:: TO DO ::
For every entry below, give an exact repeat and leave out the pictures.

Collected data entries
════
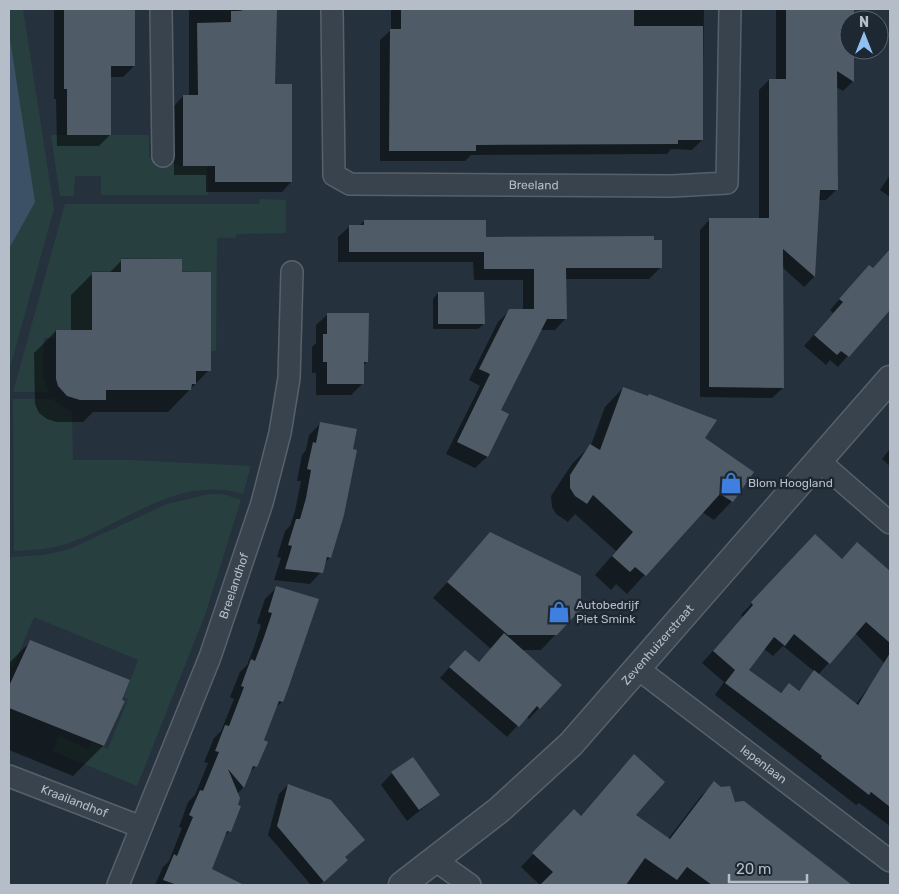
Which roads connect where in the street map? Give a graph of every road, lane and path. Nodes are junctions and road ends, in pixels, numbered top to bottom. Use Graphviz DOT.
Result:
graph roads {
  1 [pos="161,9"];
  2 [pos="332,9"];
  3 [pos="730,9"];
  4 [pos="163,156"];
  5 [pos="292,272"];
  6 [pos="890,379"];
  7 [pos="819,461"];
  8 [pos="890,523"];
  9 [pos="637,668"];
  10 [pos="9,776"];
  11 [pos="140,827"];
  12 [pos="435,860"];
  13 [pos="890,861"];
  14 [pos="118,885"];
  15 [pos="402,885"];
  16 [pos="470,885"];
  1 -- 4 [label="street"];
  2 -- 3 [label="street, Breeland"];
  5 -- 11 [label="street, Breelandhof"];
  6 -- 7 [label="street, Zevenhuizerstraat"];
  7 -- 8 [label="street"];
  7 -- 9 [label="street, Zevenhuizerstraat"];
  9 -- 12 [label="street, Zevenhuizerstraat"];
  9 -- 13 [label="street, Iepenlaan"];
  10 -- 11 [label="street, Kraailandhof"];
  11 -- 14 [label="street, Breelandhof"];
  12 -- 15 [label="street, Zevenhuizerstraat"];
  12 -- 16 [label="street"];
}
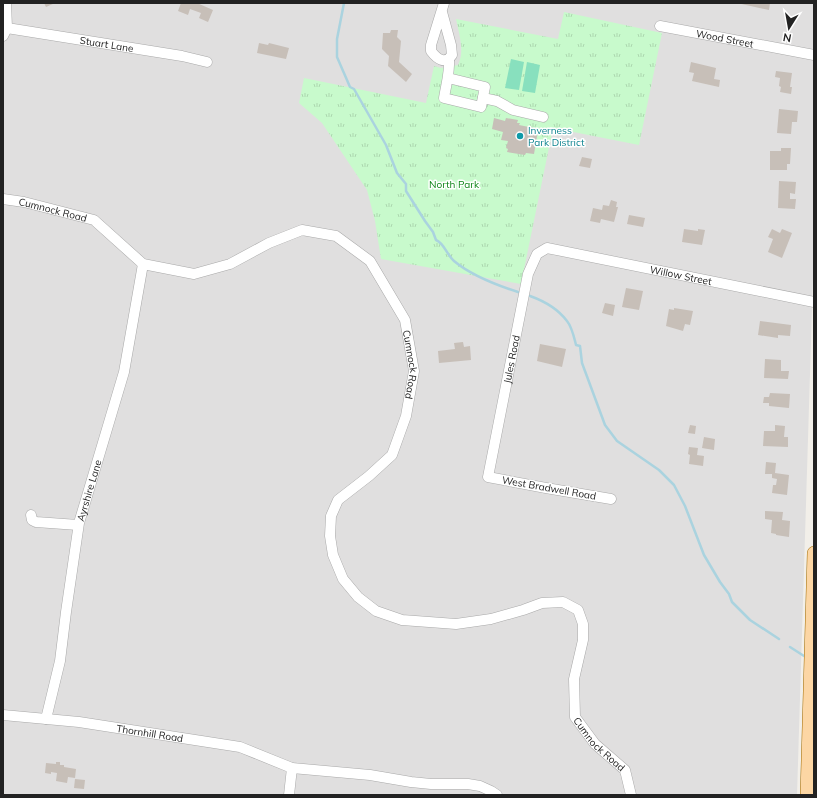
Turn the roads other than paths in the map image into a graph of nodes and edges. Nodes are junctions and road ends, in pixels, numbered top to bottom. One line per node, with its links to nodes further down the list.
1 (5, 4): 4 (street)
2 (443, 7): 6 (street); 6 (street)
3 (660, 26): 5 (street, Wood Street)
4 (5, 32): 7 (street, Stuart Lane)
5 (814, 55)
6 (449, 59): 8 (street)
7 (207, 62)
8 (448, 78): 9 (street); 9 (street)
9 (483, 98): 10 (street)
10 (543, 117)
11 (3, 199): 13 (street, Cumnock Road)
12 (547, 248): 14 (street, Willow Street); 15 (street, Jules Road)
13 (143, 264): 18 (street, Ayrshire Lane); 25 (street, Cumnock Road)
14 (814, 302)
15 (488, 477): 16 (street, West Bradwell Road)
16 (610, 499)
17 (31, 515): 18 (street)
18 (78, 525): 21 (street, Ayrshire Lane)
19 (814, 553): 26 (main road)
20 (3, 715): 21 (street, Thornhill Road)
21 (46, 719): 22 (street, Thornhill Road)
22 (292, 768): 23 (street); 24 (street)
23 (289, 795)
24 (497, 795)
25 (631, 795)
26 (807, 795)

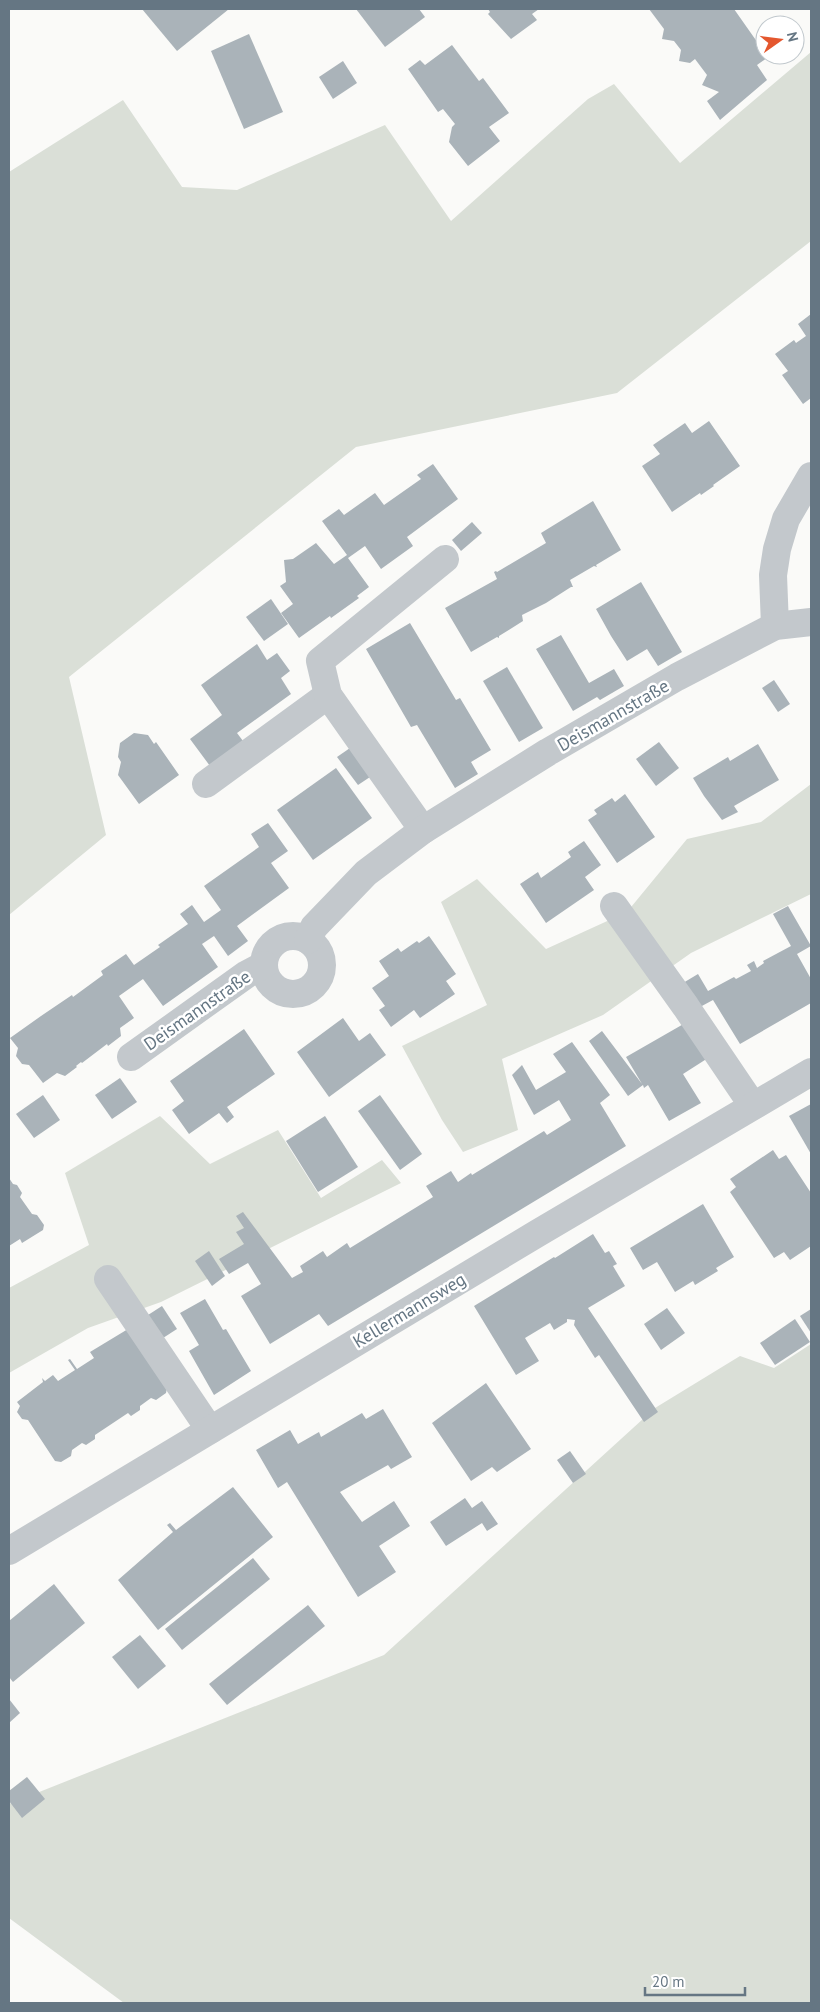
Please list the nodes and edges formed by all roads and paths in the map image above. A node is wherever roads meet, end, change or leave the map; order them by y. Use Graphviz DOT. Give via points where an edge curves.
graph roads {
  1 [pos="811,476"];
  2 [pos="445,558"];
  3 [pos="811,622"];
  4 [pos="775,626"];
  5 [pos="328,695"];
  6 [pos="206,784"];
  7 [pos="423,830"];
  8 [pos="614,906"];
  9 [pos="308,940"];
  10 [pos="264,965"];
  11 [pos="131,1057"];
  12 [pos="811,1072"];
  13 [pos="753,1106"];
  14 [pos="108,1279"];
  15 [pos="210,1430"];
  16 [pos="9,1551"];
  1 -- 4 [label="street" via="786,519 777,549 773,575"];
  2 -- 5 [label="street" via="320,661"];
  3 -- 4 [label="street, Deismannstraße"];
  4 -- 7 [label="street, Deismannstraße" via="677,677"];
  5 -- 6 [label="street"];
  5 -- 7 [label="street"];
  7 -- 9 [label="street, Deismannstraße" via="366,873 314,927"];
  8 -- 13 [label="street"];
  9 -- 10 [label="street, Deismannstraße" via="293,936 279,940 268,950"];
  9 -- 10 [label="street, Deismannstraße" via="318,950 322,965 318,980 308,990 293,994 278,990 268,980"];
  10 -- 11 [label="street, Deismannstraße"];
  12 -- 13 [label="street, Kellermannsweg"];
  13 -- 15 [label="street, Kellermannsweg"];
  14 -- 15 [label="street"];
  15 -- 16 [label="street, Kellermannsweg"];
}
════
:: EXPECTED OUTPUT ::
Which roads connect where in the street map? Give a graph of every road, lane and path. Nodes are junctions and road ends, in pixels, numbered top to bottom. Use Graphviz DOT.
Result:
graph roads {
  1 [pos="161,9"];
  2 [pos="332,9"];
  3 [pos="730,9"];
  4 [pos="163,156"];
  5 [pos="292,272"];
  6 [pos="890,379"];
  7 [pos="819,461"];
  8 [pos="890,523"];
  9 [pos="637,668"];
  10 [pos="9,776"];
  11 [pos="140,827"];
  12 [pos="435,860"];
  13 [pos="890,861"];
  14 [pos="118,885"];
  15 [pos="402,885"];
  16 [pos="470,885"];
  1 -- 4 [label="street"];
  2 -- 3 [label="street, Breeland"];
  5 -- 11 [label="street, Breelandhof"];
  6 -- 7 [label="street, Zevenhuizerstraat"];
  7 -- 8 [label="street"];
  7 -- 9 [label="street, Zevenhuizerstraat"];
  9 -- 12 [label="street, Zevenhuizerstraat"];
  9 -- 13 [label="street, Iepenlaan"];
  10 -- 11 [label="street, Kraailandhof"];
  11 -- 14 [label="street, Breelandhof"];
  12 -- 15 [label="street, Zevenhuizerstraat"];
  12 -- 16 [label="street"];
}
Turn the roads other than paths in the map image into a graph of nodes and edges. Nodes are junctions and road ends, in pixels, numbered top to bottom. One line per node, with its links to nodes further down the list.
1 (5, 4): 4 (street)
2 (443, 7): 6 (street); 6 (street)
3 (660, 26): 5 (street, Wood Street)
4 (5, 32): 7 (street, Stuart Lane)
5 (814, 55)
6 (449, 59): 8 (street)
7 (207, 62)
8 (448, 78): 9 (street); 9 (street)
9 (483, 98): 10 (street)
10 (543, 117)
11 (3, 199): 13 (street, Cumnock Road)
12 (547, 248): 14 (street, Willow Street); 15 (street, Jules Road)
13 (143, 264): 18 (street, Ayrshire Lane); 25 (street, Cumnock Road)
14 (814, 302)
15 (488, 477): 16 (street, West Bradwell Road)
16 (610, 499)
17 (31, 515): 18 (street)
18 (78, 525): 21 (street, Ayrshire Lane)
19 (814, 553): 26 (main road)
20 (3, 715): 21 (street, Thornhill Road)
21 (46, 719): 22 (street, Thornhill Road)
22 (292, 768): 23 (street); 24 (street)
23 (289, 795)
24 (497, 795)
25 (631, 795)
26 (807, 795)

Please list the nodes and edges formed by all roads and paths in the map image above. A node is wherever roads meet, end, change or leave the map; order them by y. Use Graphviz DOT. Give via points where an edge curves.
graph roads {
  1 [pos="811,476"];
  2 [pos="445,558"];
  3 [pos="811,622"];
  4 [pos="775,626"];
  5 [pos="328,695"];
  6 [pos="206,784"];
  7 [pos="423,830"];
  8 [pos="614,906"];
  9 [pos="308,940"];
  10 [pos="264,965"];
  11 [pos="131,1057"];
  12 [pos="811,1072"];
  13 [pos="753,1106"];
  14 [pos="108,1279"];
  15 [pos="210,1430"];
  16 [pos="9,1551"];
  1 -- 4 [label="street" via="786,519 777,549 773,575"];
  2 -- 5 [label="street" via="320,661"];
  3 -- 4 [label="street, Deismannstraße"];
  4 -- 7 [label="street, Deismannstraße" via="677,677"];
  5 -- 6 [label="street"];
  5 -- 7 [label="street"];
  7 -- 9 [label="street, Deismannstraße" via="366,873 314,927"];
  8 -- 13 [label="street"];
  9 -- 10 [label="street, Deismannstraße" via="293,936 279,940 268,950"];
  9 -- 10 [label="street, Deismannstraße" via="318,950 322,965 318,980 308,990 293,994 278,990 268,980"];
  10 -- 11 [label="street, Deismannstraße"];
  12 -- 13 [label="street, Kellermannsweg"];
  13 -- 15 [label="street, Kellermannsweg"];
  14 -- 15 [label="street"];
  15 -- 16 [label="street, Kellermannsweg"];
}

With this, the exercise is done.